Under Rule 8 of the Rules Governing Section 2255 Proceedings In The United States District Courts, the court is to determine after a review of the answer and the records of the case whether an evidentiary hearing is required. If the motion to vacate, the answer and the records of the case show conclusively that Wilson is not entitled to relief under § 2255, there is no need for an evidentiary hearing. Baker v. United States, 781 F.2d 85, 92 (6th Cir. 1986).

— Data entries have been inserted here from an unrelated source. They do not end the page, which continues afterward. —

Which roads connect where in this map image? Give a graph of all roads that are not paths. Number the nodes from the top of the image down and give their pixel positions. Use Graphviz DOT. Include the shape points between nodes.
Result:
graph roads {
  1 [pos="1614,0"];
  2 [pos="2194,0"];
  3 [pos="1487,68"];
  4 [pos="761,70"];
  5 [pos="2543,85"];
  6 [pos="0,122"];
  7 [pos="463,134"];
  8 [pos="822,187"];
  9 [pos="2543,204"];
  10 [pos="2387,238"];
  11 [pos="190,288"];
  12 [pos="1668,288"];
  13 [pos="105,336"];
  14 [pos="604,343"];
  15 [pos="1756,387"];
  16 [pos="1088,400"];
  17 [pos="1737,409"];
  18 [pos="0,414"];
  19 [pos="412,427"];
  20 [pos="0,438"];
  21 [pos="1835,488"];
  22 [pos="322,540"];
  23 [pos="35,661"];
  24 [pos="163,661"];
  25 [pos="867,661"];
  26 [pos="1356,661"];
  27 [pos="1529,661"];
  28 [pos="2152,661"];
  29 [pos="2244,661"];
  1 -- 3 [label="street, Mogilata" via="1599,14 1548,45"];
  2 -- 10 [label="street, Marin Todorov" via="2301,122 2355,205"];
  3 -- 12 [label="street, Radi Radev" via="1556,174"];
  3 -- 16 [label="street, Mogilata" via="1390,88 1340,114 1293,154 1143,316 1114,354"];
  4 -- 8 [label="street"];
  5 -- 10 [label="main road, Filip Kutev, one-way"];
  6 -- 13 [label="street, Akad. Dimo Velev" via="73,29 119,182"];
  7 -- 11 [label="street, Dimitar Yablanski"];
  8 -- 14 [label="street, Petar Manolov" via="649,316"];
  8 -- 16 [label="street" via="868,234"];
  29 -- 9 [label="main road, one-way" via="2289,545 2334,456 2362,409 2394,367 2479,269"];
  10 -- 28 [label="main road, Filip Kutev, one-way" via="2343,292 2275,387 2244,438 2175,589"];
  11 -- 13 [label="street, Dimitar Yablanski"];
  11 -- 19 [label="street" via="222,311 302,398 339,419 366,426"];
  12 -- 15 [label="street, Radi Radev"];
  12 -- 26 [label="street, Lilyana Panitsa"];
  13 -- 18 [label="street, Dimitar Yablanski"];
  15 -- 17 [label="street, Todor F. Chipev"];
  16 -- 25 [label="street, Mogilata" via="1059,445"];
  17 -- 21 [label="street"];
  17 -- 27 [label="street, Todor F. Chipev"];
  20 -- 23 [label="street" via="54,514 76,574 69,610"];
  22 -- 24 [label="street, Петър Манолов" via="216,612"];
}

Wilson pleaded guilty to being a felon in possession of a firearm, in violation of 18 U.S.C. § 922(g)(1), and was sentenced as an armed career criminal under 18 U.S.C. § 924(e) to a term of imprisonment of 200 months. Wilson did not appeal his conviction or sentence. In support of his § 2255 motion to vacate sentence, Wilson alleges the following: (1) ineffective assistance of counsel; (2) illegal sentence enhancement; (3) prosecutorial misconduct; (4) unconstitutional federal jurisdiction; and (5) denial of his Ninth Amendment rights.
A. Ineffective Assistance of Counsel
In Strickland v. Washington, 466 U.S. 668 (1984), the United States Supreme Court established a two-part standard for evaluating claims of ineffective assistance of counsel:
First, the defendant must show that counsel's performance was deficient. This requires showing that counsel made errors so serious that counsel was not functioning as the "counsel" guaranteed the defendant by the Sixth Amendment. Second, the defendant must show that the deficient performance prejudiced the defense. This requires showing that counsel's errors were so serious as to deprive the defendant of a fair trial, a trial whose result is reliable. Id. at 687.
To establish that his attorney was not performing "within the range of competence demanded of attorneys in criminal cases," McMann v. Richardson, 397 U.S. 759, 771 (1970), Wilson must demonstrate that the attorney's representation "fell below an objective standard of reasonableness." Strickland v. Washington, 466 U.S. at 687-88. In judging an attorney's conduct, a court should consider all the circumstances and facts of the particular case. Id. at 690. Additionally, "a court must indulge a strong presumption that counsel's conduct falls within the wide range of reasonable professional assistance; that is, the defendant must overcome the presumption that, under the circumstances, the challenged action 'might be considered sound trial strategy.'" Id. at 689 (quoting Michel v. Louisiana, 350 U.S. 91, 101 (1955)).
The issue is whether counsel's performance "was so manifestly ineffective that defeat was snatched from the hands of probable victory." United States v. Morrow, 977 F.2d 222, 229 (6th Cir. 1992) (en banc). Because he is seeking relief under § 2255, Wilson bears the burden of proving by a preponderance of the evidence that his counsel was deficient. See Pough v. United States, 442 F.3d 959, 964 (6th Cir. 2006).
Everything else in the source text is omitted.